» Problem description:
All lines in the material containing the word "PENNSYLVANIA" need to be copied.
◇ ◇ ◇ ◇
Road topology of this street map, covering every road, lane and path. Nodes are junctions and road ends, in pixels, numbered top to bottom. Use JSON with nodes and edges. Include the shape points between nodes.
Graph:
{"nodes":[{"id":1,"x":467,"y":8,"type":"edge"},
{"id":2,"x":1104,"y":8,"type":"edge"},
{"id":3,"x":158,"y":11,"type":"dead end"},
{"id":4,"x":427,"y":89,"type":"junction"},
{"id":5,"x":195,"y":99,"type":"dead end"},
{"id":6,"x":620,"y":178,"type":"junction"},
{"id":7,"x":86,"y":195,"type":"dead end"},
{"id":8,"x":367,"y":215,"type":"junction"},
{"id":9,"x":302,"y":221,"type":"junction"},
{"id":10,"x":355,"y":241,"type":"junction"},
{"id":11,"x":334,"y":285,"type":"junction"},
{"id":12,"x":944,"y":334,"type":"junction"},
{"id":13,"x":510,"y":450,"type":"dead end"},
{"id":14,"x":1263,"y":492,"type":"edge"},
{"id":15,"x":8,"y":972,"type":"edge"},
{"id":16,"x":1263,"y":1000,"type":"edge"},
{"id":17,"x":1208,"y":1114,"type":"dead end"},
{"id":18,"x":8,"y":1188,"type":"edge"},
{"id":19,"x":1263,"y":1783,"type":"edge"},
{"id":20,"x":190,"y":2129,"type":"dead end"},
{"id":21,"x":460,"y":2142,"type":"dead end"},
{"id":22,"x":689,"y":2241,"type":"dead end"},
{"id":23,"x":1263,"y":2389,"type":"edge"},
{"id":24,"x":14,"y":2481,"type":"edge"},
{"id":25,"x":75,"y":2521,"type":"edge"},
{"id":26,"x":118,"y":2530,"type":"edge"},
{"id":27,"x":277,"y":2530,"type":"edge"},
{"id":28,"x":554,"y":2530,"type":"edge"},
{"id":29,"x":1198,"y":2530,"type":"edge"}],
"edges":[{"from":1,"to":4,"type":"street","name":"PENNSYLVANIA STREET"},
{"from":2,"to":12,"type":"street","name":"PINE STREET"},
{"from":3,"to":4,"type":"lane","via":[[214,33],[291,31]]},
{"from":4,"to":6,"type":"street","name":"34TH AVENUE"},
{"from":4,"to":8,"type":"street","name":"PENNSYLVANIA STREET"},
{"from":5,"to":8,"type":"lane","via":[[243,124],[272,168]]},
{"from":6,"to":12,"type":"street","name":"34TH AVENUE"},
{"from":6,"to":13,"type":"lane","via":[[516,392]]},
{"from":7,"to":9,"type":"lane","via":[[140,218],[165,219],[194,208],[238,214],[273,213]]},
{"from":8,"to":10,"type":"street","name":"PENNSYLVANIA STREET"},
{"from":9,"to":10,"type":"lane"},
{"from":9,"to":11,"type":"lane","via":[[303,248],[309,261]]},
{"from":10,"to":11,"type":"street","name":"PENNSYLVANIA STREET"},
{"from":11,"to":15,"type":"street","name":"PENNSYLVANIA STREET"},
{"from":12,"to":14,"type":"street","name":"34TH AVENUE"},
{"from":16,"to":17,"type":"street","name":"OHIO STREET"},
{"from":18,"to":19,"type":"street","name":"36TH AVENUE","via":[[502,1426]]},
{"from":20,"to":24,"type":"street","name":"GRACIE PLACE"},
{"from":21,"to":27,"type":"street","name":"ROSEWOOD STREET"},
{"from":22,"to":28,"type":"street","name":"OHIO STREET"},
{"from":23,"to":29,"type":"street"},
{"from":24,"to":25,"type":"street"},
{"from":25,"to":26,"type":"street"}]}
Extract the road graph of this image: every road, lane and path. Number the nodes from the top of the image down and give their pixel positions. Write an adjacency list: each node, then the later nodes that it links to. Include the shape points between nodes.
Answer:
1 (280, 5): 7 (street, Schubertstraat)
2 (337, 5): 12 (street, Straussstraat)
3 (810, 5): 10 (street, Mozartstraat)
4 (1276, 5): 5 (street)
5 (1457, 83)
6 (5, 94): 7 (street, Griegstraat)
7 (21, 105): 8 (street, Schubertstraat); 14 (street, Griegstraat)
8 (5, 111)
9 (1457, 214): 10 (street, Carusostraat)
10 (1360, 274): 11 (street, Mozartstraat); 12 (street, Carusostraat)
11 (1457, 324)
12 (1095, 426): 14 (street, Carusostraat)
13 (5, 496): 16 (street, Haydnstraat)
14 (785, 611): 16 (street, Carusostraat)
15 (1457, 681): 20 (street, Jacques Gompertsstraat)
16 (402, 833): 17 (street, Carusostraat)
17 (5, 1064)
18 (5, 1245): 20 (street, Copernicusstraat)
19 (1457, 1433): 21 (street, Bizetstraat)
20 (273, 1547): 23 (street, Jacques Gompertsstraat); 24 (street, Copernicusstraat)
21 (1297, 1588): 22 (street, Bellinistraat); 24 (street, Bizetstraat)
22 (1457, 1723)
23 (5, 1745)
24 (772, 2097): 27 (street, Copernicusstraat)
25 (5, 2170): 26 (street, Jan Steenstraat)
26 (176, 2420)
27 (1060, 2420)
◇ ◇ ◇ ◇
» Finished task:
"edges":[{"from":1,"to":4,"type":"street","name":"PENNSYLVANIA STREET"},
{"from":4,"to":8,"type":"street","name":"PENNSYLVANIA STREET"},
{"from":8,"to":10,"type":"street","name":"PENNSYLVANIA STREET"},
{"from":10,"to":11,"type":"street","name":"PENNSYLVANIA STREET"},
{"from":11,"to":15,"type":"street","name":"PENNSYLVANIA STREET"},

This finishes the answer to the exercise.